Speaker: Prof. dr. Margarita Diaz-Andreu
Beyond sound. Archaeoacoustics and alternative perspectives on religion and ritual in archaeology

Archaeology has always contemplated the past in a way that is, so to speak, silent, looking at the material, tangible manifestations that those societies once produced. Yet, past people’s lives were full of sounds and melodies that they understood through their own, specific culture. The sounds produced by people and those they heard from non-human entities were perceived in distinct ways. In many pre-industrial societies, the distinction that we make today between humans, animals, plants and the natural landscape did not exist. All of them were beings and the sounds produced by them took on a totally different meaning to that we would take in today. But, how do we approach this way of understanding the world when we are dealing with societies for which we have no written information?
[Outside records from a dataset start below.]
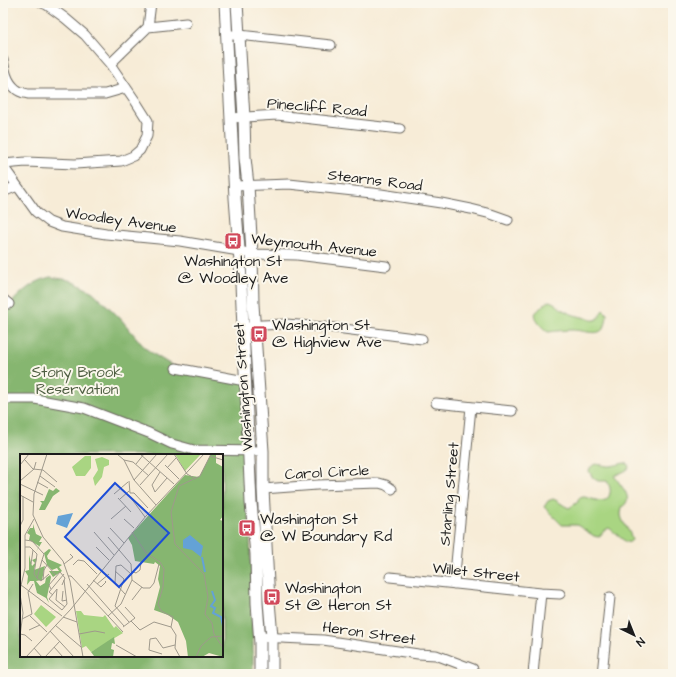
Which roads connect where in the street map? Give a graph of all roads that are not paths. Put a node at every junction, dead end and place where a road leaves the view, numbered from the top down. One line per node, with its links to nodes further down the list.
1 (42, 3): 11 (street)
2 (151, 3): 6 (street)
3 (225, 3): 7 (main road, Washington Street)
4 (237, 3): 8 (main road, Washington Street)
5 (186, 23): 6 (street)
6 (148, 26): 11 (street)
7 (227, 35): 8 (street); 14 (main road, Washington Street)
8 (240, 35): 9 (street); 13 (main road, Washington Street)
9 (331, 45)
10 (3, 60): 12 (street)
11 (110, 64): 12 (street)
12 (126, 88): 16 (street)
13 (244, 117): 14 (street, Pinecliff Road); 15 (street, Pinecliff Road); 17 (main road, Washington Street)
14 (231, 118): 19 (main road, Washington Street)
15 (400, 129)
16 (3, 165): 18 (street, Woodley Avenue)
17 (248, 185): 19 (street, Stearns Road); 21 (street, Stearns Road); 23 (main road, Washington Street)
18 (17, 186): 20 (street); 22 (street, Woodley Avenue)
19 (235, 186): 22 (main road, Washington Street)
20 (3, 192)
21 (508, 220)
22 (239, 251): 23 (street, Weymouth Avenue); 25 (main road, Washington Street)
23 (252, 254): 24 (street, Weymouth Avenue); 25 (main road, Washington Street)
24 (386, 266)
25 (248, 327): 26 (street); 28 (main road, Washington Street); 34 (main road, Washington Street)
26 (422, 339)
27 (176, 368): 28 (street)
28 (245, 381): 33 (main road, Washington Street)
29 (3, 399): 33 (street)
30 (436, 403): 31 (street)
31 (471, 407): 32 (street); 38 (street, Starling Street)
32 (512, 411)
33 (249, 450): 34 (street); 42 (main road, Washington Street)
34 (263, 451): 36 (main road, Washington Street)
35 (392, 489): 36 (street, Carol Circle)
36 (263, 490): 43 (main road, Washington Street)
37 (390, 577): 38 (street, Willet Street)
38 (454, 584): 39 (street, Willet Street)
39 (541, 593): 40 (street, Willet Street); 47 (street)
40 (560, 594)
41 (610, 597): 48 (street)
42 (260, 636): 43 (street, Heron Street); 45 (main road, Washington Street)
43 (272, 637): 44 (street, Heron Street); 46 (main road, Washington Street)
44 (473, 669)
45 (260, 674)
46 (272, 674)
47 (533, 674)
48 (602, 674)

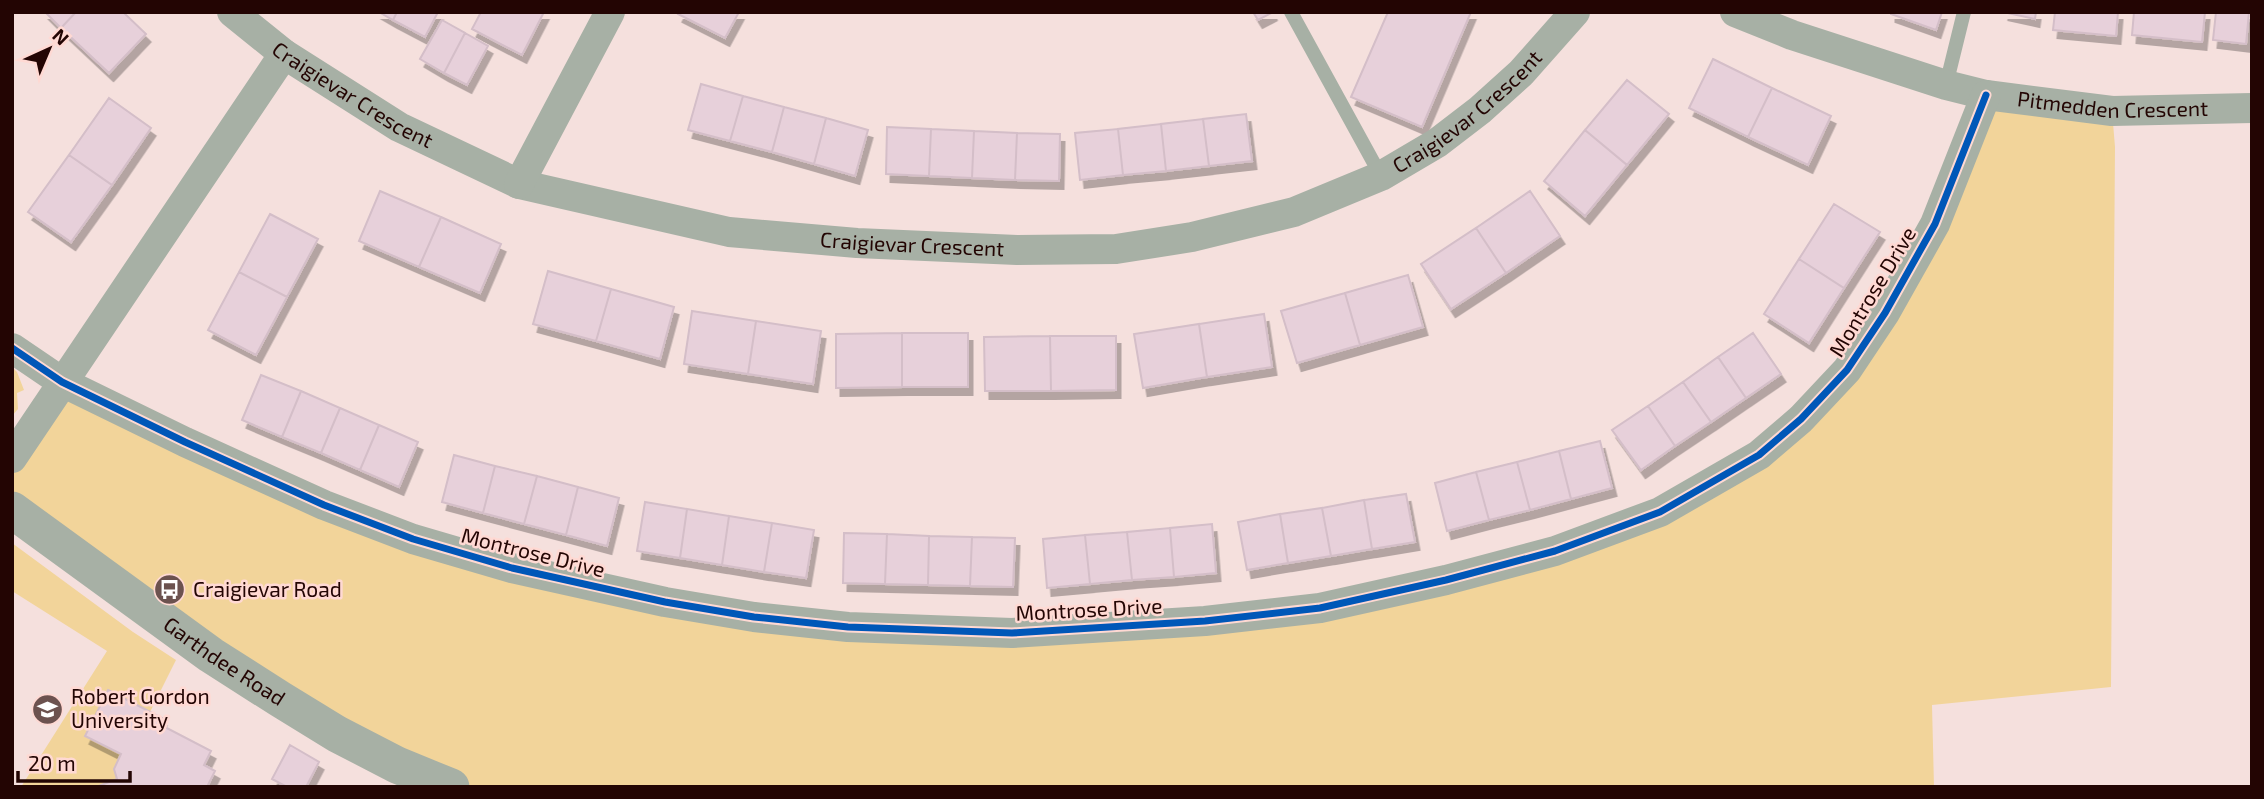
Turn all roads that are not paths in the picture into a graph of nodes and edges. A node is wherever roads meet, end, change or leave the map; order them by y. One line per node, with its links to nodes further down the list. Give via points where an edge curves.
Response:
1 (232, 12): 7 (street, Craigievar Crescent)
2 (610, 12): 12 (street)
3 (1291, 12): 11 (lane)
4 (1575, 12): 11 (street, Craigievar Crescent, via 1521,73 1480,110 1437,143)
5 (1735, 12): 8 (street, Pitmedden Crescent)
6 (1964, 12): 8 (lane)
7 (284, 54): 12 (street, Craigievar Crescent, via 399,127); 14 (street)
8 (1946, 85): 9 (street, Pitmedden Crescent)
9 (1986, 95): 10 (street, Pitmedden Crescent, via 2112,111); 14 (street, Montrose Drive, via 1935,224 1885,313 1847,370 1759,456 1660,512 1555,551 1320,608 1205,621 1012,633 848,627 665,603 512,568 413,539 324,505)
10 (2252, 108)
11 (1381, 176): 12 (street, Craigievar Crescent, via 1294,212 1192,237 1116,249 1017,250 729,232)
12 (519, 184)
13 (12, 348): 14 (street, Montrose Drive)
14 (62, 382): 15 (street)
15 (12, 458)
16 (12, 510): 17 (street, Garthdee Road, via 150,612 280,699 397,765)
17 (451, 787)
Archaeoacoustics is trying to answer this question through the systematic, rigorous analysis of sound of archaeological contexts. The ultimate aim of this analysis to bring us closer to a series of religious universes that have already disappeared.

ICREA Professor Margarita Díaz-Andreu is a prehistoric archaeologist based at the University of Barcelona (Spain). Over the years she has developed several lines of research, including history of archaeology, heritage, gender and nationalism. She has also been working, lecturing and supervising doctoral work on rock art, and she has conducted fieldwork in Western Europe and more recently also in Belize and Mexico. Her more than fifty publications on rock art have focused on the description of new discoveries of rock art sites with engravings, carvings and paintings; interpretation of particular sites and rock art landscapes, rock art management and recording and, in the last decade, archaeoacoustics. The latter is an innovative line of research developed thanks to funding received for projects such as SONART, Palarq and, currently, Artsoundscapes. Within the Artsoundscapes project she and her team will be undertaking fieldwork in diverse areas of the world in collaboration with local archaeologists. A range of rock art landscapes will be analysed through physical acoustics, psychoacoustics, neuroacoustics and anthropological perspectives. Her research in archaeoacoustics has not only been published in some of the best international journals, but it has also reached the general public through radio interviews and news published on many web pages and in local newspapers.

Keywords: prehistoric rock art; archaeoacoustics; sacred landscapes; outreach.